There’s also a federally authorized adoption/guardianship incentive that pays states when they exceed baselines for finalized permanency. It’s lawful, sometimes helpful, and definitely directional — a nudge with a preferred outcome.
The per-diem economy (aka kids as revenue streams)
Follow the money. Many states pay private child-placing agencies a per-diem administrative rate for each child in placement. Don’t take my word for it. Read a clean, public example: Michigan’s manual sets cost-based per diem payment rates for private agencies and congregate care facilities under state contract.
You don’t need an MBA to see how a head-in-bed becomes a line of revenue.
“We can’t tell you that.” the secrecy is policy, not a glitch.
Ask for case files after a tragedy, and you’ll smack into law. Child protection records are confidential by design. In Alabama, disclosure is allowed only in narrow fatality/near-fatality circumstances — otherwise, expect closed files and heavy redactions.
Low sunlight, low accountability. that’s the point.
Congregate care still hurts kids (and we pay for it)
When children are sent to residential treatment, federal auditors have documented abuse, misuse of restraints, and deaths, with spotty enforcement and repeat violations over time. If you’re picturing “treatment,” the GAO picture looks a lot more like liability.
The workforce is underwater (and kids pay for that)
Caseworkers don’t set incentives; they drown in them. The NSCAW III workforce study captured who’s doing the job and at what cost across dozens of agencies in 2021-2022 — a pandemic-era snapshot of burnout, turnover, and the conditions that predict worse outcomes for kids.
And when states write their own federal Program Improvement Plans, they routinely flag turnover and high caseloads as drivers of safety and permanency failures.
okay — so what do we fix, and how fast?
Measure what matters and act on it. Put your state’s maltreatment-in-care trend on a dashboard and set public targets with consequences.
Tip the scales to prevention and kin. Fund Family First plans that actually reach families early — mental health, SUD treatment, in-home coaching — and make kinship the default, not a detour.
Break the per-diem habit. Replace head-in-bed admin rates with outcomes-tied contracts (stability, reunification, well-being), starting with what your own manuals already disclose.

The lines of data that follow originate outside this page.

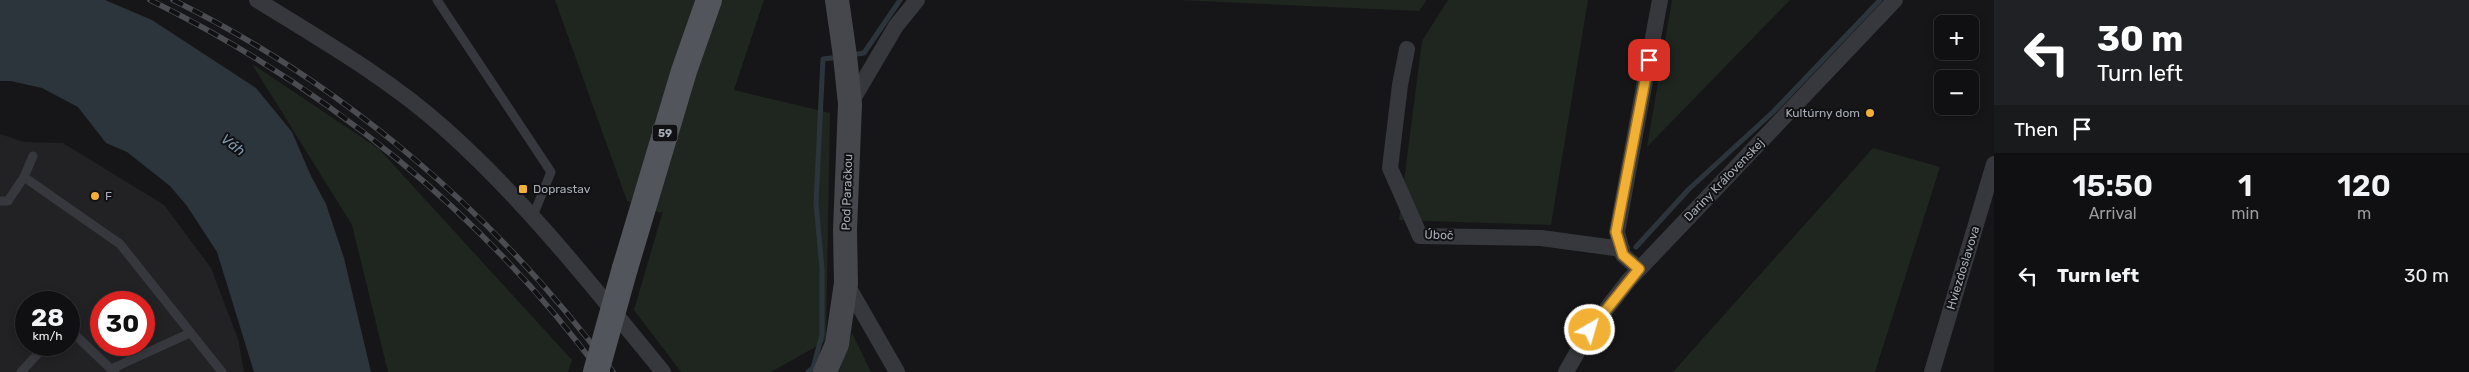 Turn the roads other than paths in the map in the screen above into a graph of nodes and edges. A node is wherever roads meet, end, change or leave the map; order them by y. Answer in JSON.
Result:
{"nodes":[{"id":1,"x":257,"y":0,"type":"edge"},
{"id":2,"x":438,"y":0,"type":"edge"},
{"id":3,"x":709,"y":0,"type":"edge"},
{"id":4,"x":836,"y":0,"type":"edge"},
{"id":5,"x":917,"y":0,"type":"edge"},
{"id":6,"x":1660,"y":0,"type":"edge"},
{"id":7,"x":1895,"y":0,"type":"edge"},
{"id":8,"x":1407,"y":49,"type":"dead end"},
{"id":9,"x":850,"y":104,"type":"junction"},
{"id":10,"x":33,"y":156,"type":"dead end"},
{"id":11,"x":1994,"y":164,"type":"edge"},
{"id":12,"x":24,"y":176,"type":"junction"},
{"id":13,"x":0,"y":201,"type":"edge"},
{"id":14,"x":533,"y":216,"type":"junction"},
{"id":15,"x":1622,"y":249,"type":"junction"},
{"id":16,"x":1639,"y":269,"type":"junction"},
{"id":17,"x":846,"y":283,"type":"junction"},
{"id":18,"x":190,"y":333,"type":"junction"},
{"id":19,"x":80,"y":340,"type":"edge"},
{"id":20,"x":36,"y":356,"type":"edge"},
{"id":21,"x":113,"y":370,"type":"edge"},
{"id":22,"x":21,"y":372,"type":"edge"},
{"id":23,"x":222,"y":372,"type":"edge"},
{"id":24,"x":596,"y":372,"type":"edge"},
{"id":25,"x":663,"y":372,"type":"edge"},
{"id":26,"x":825,"y":372,"type":"edge"},
{"id":27,"x":897,"y":372,"type":"edge"},
{"id":28,"x":1566,"y":372,"type":"edge"},
{"id":29,"x":1932,"y":372,"type":"edge"}],
"edges":[{"from":1,"to":14,"type":"street"},
{"from":2,"to":14,"type":"lane"},
{"from":3,"to":24,"type":"main road","number":"59","bridge":true},
{"from":4,"to":9,"type":"street","name":"Pod Paračkou"},
{"from":5,"to":9,"type":"street"},
{"from":6,"to":15,"type":"street"},
{"from":7,"to":16,"type":"street","name":"Dariny Kráľovenskej"},
{"from":8,"to":15,"type":"street","name":"Úboč"},
{"from":9,"to":17,"type":"street","name":"Pod Paračkou"},
{"from":10,"to":12,"type":"lane"},
{"from":11,"to":29,"type":"street","name":"Hviezdoslavova"},
{"from":12,"to":13,"type":"lane"},
{"from":12,"to":18,"type":"lane"},
{"from":14,"to":25,"type":"street"},
{"from":15,"to":16,"type":"street"},
{"from":16,"to":28,"type":"street","name":"Dariny Kráľovenskej"},
{"from":17,"to":26,"type":"street"},
{"from":17,"to":27,"type":"street","name":"Pod Paračkou"},
{"from":18,"to":21,"type":"lane"},
{"from":18,"to":23,"type":"lane"},
{"from":19,"to":21,"type":"lane"},
{"from":20,"to":22,"type":"lane"}]}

Sunlight after fatalities and near-misses. Follow what the law allows and expand it: release timeliness, decisions, and corrective actions so the public can see patterns — not just platitudes.
Shut the door on abusive facilities. Use federal findings to suspend referrals and claw back dollars from programs with repeat harm.
Staff to Safety. Tie funding to workload standards and retention — because high churn isn’t a surprise; it’s a setup.
Treat transport like a clinical risk, not an errand. Require two-step child checks and route documentation, and train on the federal heatstroke data so “I forgot” stops being an excuse.
Resources & reporting
If you or a child is in danger: call 911 (U.S.) or your local emergency number.
For confidential support, contact Childhelp National Child Abuse Hotline: 1-800-422-4453 or childhelphotline.org.
If you see a child alone in a vehicle:
call 911 immediately.
Try to locate the caregiver; if the child appears in distress, follow dispatcher instructions to intervene.
Note time, location, vehicle description, and plate number (NHTSA, 2025a, 2025b).
If a child in foster care is missing after transport or a hand-off fails:
Call 911 and request a welfare check.
Notify the caseworker, on-call supervisor, and the contracted transport agency; insist on written confirmation of last-known time/place.
Document everything ( names, times, actions taken).
This article reflects the author’s analysis and opinion based on publicly available government and official reports linked in-text. It is for educational purposes and is not legal advice. Allegations remain allegations unless proven in a court of law.